[PonyORM-list] implementing new types ?

Alexander Kozlovsky alexander.kozlovsky at gmail.com
Mon Sep 29 19:43:08 UTC 2014


On Sat, Sep 27, 2014 at 1:12 AM, stephane martin <stef.martin at gmail.com>
wrote:

> Hello,
> i'd like to be able to use more complicated postgresql datatypes with pony
> (ENUM, ARRAYS, JSON...)
> I still dont know much of pony code. Could you provide a few hints about
> what i need to do to get those other types working with the usual pony "attr_name
> = kind(type)" ?
>
>
Hello!

Yes, it is possible to add such types. The task of adding new type to Pony
may be separated to two different sub-tasks:
(1) Adding support of new type in entity definitions, so you can write
"attr_name = kind(type)" and perform basic CRUD operations.
(2) Adding support to translator, so you can write queries like "ARRAY[2,7]
<@ ARRAY[1,7,4,2,6]" in PostgreSQL.

The (2) is hard, because it requires deep understanding of how Pony
translator works. But the (1) is relatively easy, and I'll describe it
here. Maybe it can satisfy your needs without the extension of the
translator. In any case, translator support may always be added later. So,
for now I'll concentrate on the adding new types to entity definition.

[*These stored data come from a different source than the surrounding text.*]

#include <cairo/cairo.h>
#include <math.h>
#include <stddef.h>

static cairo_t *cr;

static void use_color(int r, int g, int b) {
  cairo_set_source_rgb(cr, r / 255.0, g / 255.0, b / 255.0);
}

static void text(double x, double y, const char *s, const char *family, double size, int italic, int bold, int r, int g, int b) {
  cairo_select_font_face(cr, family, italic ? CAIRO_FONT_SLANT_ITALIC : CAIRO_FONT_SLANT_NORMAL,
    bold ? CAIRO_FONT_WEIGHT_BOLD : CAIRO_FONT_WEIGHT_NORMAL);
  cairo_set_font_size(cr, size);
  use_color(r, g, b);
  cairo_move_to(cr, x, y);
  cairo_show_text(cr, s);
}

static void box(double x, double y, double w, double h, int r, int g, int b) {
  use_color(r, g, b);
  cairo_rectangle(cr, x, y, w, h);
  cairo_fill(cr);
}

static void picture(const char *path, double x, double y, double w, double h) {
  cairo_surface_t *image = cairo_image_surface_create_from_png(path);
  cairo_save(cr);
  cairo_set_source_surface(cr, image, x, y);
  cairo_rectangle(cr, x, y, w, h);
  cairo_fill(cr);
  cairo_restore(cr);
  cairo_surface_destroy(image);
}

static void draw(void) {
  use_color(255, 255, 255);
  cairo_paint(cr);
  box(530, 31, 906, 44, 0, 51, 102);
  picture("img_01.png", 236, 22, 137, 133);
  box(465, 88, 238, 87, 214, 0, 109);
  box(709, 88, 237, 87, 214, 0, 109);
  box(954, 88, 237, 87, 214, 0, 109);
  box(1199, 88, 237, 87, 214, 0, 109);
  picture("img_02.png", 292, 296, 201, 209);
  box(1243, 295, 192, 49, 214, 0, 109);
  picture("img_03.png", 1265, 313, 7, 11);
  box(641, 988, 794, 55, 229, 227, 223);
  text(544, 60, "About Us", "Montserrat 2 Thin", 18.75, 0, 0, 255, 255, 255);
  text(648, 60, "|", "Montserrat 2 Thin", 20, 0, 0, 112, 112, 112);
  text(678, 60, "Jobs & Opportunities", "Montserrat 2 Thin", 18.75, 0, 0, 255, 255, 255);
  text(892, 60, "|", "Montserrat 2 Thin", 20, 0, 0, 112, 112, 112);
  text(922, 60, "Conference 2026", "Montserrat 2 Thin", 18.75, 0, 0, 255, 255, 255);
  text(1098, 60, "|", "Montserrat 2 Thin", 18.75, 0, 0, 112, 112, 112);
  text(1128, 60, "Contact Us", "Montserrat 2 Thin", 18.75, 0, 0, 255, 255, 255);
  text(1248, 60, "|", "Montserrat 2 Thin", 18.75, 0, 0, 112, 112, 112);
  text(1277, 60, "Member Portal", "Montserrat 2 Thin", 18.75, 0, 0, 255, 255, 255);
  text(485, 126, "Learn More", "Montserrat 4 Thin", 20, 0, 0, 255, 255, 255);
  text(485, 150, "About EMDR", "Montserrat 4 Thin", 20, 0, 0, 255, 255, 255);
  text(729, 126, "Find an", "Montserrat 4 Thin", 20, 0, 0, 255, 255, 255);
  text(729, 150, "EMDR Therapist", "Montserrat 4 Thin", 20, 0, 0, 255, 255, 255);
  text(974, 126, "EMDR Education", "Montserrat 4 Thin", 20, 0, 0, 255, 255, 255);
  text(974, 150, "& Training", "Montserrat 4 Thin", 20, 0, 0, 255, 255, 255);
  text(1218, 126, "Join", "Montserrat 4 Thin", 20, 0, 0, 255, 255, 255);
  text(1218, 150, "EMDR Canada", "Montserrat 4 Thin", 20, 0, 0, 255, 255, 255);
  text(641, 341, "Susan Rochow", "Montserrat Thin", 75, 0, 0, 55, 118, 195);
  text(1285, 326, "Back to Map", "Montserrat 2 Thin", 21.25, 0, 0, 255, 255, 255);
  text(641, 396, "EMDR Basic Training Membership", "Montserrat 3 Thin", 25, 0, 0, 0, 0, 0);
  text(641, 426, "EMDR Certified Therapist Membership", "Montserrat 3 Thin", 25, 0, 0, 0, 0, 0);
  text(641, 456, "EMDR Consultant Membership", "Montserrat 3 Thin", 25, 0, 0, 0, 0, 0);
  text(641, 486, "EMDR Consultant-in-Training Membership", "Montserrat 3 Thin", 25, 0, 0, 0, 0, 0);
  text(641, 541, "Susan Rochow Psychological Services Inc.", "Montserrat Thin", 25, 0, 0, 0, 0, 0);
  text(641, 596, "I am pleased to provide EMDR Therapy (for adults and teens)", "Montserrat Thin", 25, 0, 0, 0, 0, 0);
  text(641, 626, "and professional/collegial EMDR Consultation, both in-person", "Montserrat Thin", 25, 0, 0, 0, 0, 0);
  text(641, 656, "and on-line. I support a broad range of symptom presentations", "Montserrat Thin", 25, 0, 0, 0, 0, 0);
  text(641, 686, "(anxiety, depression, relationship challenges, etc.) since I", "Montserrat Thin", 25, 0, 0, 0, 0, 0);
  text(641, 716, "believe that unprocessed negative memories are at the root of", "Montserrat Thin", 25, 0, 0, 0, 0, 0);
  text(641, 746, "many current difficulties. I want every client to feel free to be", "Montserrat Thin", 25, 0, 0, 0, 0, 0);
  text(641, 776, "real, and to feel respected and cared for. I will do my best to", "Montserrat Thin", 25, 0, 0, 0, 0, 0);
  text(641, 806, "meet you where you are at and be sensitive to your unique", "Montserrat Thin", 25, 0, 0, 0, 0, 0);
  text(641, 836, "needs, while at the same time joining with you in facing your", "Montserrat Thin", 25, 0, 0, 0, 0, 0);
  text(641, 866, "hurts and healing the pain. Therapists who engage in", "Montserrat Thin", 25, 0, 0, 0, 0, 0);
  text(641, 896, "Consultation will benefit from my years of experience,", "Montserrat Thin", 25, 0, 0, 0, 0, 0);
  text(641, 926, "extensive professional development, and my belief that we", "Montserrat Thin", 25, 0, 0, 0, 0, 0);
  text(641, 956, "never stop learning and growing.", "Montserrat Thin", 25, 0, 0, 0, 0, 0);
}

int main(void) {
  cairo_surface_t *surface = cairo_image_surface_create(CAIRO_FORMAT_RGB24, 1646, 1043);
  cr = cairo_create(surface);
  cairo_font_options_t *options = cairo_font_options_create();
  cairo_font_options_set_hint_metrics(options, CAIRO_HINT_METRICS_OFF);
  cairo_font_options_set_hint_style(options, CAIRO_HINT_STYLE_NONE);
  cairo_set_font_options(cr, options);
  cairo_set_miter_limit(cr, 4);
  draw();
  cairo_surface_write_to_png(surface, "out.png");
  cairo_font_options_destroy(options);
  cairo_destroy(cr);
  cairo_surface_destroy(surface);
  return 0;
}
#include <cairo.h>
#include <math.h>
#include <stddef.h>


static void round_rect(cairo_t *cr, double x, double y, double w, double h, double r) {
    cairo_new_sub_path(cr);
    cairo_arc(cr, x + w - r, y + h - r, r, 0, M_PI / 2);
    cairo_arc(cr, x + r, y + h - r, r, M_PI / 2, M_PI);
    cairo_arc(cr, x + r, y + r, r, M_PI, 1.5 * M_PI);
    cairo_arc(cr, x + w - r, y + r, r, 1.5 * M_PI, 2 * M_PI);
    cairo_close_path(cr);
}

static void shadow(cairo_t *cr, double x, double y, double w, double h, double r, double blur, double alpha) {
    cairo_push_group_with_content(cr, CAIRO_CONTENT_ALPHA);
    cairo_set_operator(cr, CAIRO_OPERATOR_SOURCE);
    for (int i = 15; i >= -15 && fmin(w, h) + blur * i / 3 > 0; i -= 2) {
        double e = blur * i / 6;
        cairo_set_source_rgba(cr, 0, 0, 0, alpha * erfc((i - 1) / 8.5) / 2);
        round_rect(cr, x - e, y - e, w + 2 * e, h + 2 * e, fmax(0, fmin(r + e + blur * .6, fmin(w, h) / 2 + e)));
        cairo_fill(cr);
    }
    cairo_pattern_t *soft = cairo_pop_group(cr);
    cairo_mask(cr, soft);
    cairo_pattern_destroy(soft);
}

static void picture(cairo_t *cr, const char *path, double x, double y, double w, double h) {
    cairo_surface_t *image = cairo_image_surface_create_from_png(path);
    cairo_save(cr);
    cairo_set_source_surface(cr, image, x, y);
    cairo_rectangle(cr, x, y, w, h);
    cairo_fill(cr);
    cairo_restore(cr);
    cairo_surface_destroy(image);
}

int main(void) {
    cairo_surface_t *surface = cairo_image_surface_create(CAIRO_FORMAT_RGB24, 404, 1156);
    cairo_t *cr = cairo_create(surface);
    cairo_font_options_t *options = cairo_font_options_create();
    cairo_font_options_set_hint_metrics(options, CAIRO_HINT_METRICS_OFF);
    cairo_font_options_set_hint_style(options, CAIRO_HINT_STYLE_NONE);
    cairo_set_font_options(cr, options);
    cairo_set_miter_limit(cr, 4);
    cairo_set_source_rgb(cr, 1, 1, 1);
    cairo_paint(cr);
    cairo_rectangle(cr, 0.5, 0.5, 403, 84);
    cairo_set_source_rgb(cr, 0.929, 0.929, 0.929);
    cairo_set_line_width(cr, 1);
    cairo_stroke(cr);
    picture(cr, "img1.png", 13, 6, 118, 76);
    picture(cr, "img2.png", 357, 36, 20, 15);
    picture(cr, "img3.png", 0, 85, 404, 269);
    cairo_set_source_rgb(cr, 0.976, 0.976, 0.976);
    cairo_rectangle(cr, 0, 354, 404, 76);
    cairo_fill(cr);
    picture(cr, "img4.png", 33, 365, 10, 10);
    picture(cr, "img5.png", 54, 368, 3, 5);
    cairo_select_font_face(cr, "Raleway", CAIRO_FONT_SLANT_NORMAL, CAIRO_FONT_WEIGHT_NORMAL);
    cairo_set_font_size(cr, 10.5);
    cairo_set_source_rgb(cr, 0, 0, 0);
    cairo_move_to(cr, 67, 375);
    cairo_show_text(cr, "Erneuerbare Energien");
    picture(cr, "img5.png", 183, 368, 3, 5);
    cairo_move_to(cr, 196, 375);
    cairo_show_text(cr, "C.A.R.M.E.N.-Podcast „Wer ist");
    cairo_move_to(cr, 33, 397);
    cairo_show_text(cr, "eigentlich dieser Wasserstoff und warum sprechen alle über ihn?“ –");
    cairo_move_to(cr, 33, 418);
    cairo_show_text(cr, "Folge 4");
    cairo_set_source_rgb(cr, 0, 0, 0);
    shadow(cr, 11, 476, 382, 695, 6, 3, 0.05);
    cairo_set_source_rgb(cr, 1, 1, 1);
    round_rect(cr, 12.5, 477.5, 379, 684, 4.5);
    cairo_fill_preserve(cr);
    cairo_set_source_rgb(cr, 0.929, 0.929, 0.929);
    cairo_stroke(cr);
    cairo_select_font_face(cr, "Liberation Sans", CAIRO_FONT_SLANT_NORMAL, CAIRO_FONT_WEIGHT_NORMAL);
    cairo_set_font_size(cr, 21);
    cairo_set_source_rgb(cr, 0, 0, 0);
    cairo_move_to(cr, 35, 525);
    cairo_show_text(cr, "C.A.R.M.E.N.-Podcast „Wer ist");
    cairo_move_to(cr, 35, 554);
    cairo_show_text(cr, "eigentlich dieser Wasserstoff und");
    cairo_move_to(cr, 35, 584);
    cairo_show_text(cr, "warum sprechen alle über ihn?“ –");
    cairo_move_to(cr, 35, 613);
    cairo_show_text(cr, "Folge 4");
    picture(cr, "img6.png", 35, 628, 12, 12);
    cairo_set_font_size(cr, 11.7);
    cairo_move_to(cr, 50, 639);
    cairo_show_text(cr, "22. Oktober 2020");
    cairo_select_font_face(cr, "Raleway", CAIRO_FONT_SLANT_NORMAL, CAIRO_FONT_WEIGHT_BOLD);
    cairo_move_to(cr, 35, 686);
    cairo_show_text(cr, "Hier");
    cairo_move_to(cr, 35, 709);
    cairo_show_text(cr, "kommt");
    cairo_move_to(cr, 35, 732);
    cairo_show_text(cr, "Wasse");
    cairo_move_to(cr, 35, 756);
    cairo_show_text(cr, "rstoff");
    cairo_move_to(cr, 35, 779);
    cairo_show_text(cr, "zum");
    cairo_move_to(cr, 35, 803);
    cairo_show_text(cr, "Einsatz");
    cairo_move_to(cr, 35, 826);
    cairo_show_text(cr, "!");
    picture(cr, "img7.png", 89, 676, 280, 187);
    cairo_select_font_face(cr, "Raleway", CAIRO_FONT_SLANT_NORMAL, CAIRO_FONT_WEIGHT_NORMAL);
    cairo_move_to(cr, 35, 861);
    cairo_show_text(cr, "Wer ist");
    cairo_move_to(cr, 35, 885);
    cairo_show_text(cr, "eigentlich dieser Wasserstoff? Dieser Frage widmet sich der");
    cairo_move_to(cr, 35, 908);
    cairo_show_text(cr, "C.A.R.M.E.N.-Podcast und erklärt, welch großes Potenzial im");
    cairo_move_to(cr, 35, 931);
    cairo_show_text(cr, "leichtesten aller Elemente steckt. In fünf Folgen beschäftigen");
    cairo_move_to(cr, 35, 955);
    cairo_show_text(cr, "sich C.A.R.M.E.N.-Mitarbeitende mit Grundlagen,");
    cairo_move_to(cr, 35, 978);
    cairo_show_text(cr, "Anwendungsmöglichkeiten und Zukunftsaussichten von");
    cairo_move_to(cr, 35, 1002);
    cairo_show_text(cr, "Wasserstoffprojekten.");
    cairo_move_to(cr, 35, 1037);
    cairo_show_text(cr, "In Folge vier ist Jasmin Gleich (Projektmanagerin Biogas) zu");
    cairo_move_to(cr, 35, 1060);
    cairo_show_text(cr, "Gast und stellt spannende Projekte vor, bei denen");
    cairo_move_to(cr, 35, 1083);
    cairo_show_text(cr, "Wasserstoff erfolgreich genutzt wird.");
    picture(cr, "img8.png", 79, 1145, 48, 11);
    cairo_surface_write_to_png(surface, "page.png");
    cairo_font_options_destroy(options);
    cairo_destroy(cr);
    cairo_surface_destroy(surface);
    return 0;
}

1. SELECTING CORRESPONDING PYTHON TYPES
############################################################

The first step is to define what Python type will represent the
corresponding PostgreSQL type when you write "attr_name = kind(type)". One
option is to use some standard Python types, the other option is to define
new types. So, the first option is to use Python `list` type for PostgreSQL
ARRAY type and Python `dict` type for PostgreSQL JSON type. This probably
will look nice in entity definition. On the other hand, JSON values are not
necessary dictionaries, they may be arrays as well. Because of this,
another option is to define new Python type Json, and use it during
attribute definition. At this moment I don't yet come to the conclusion
which way is better.

Regarding ENUM, there are two options here too:
1) Use standard Python Enum class, introduced in Python 3.4 and backported
to Python 2.7
2) Write custom Enum class, which semantic matches PostgreSQL ENUM datatype
better.

Regarding of what way you will choose, the entity definitions will look
either like this:

    class Color(Enum):
        red = 1
        green = 2
        blue = 3

    class MyEntity(db.Entity):
        name = Required(unicode)
        colors = Required(Color)  # ENUM
        items = Required(list, int, 10)  # integer ARRAY[10]
        data = Required(dict)  # JSON

or like this:

    Color = SomeEnumClassFactory("Color", "red green blue")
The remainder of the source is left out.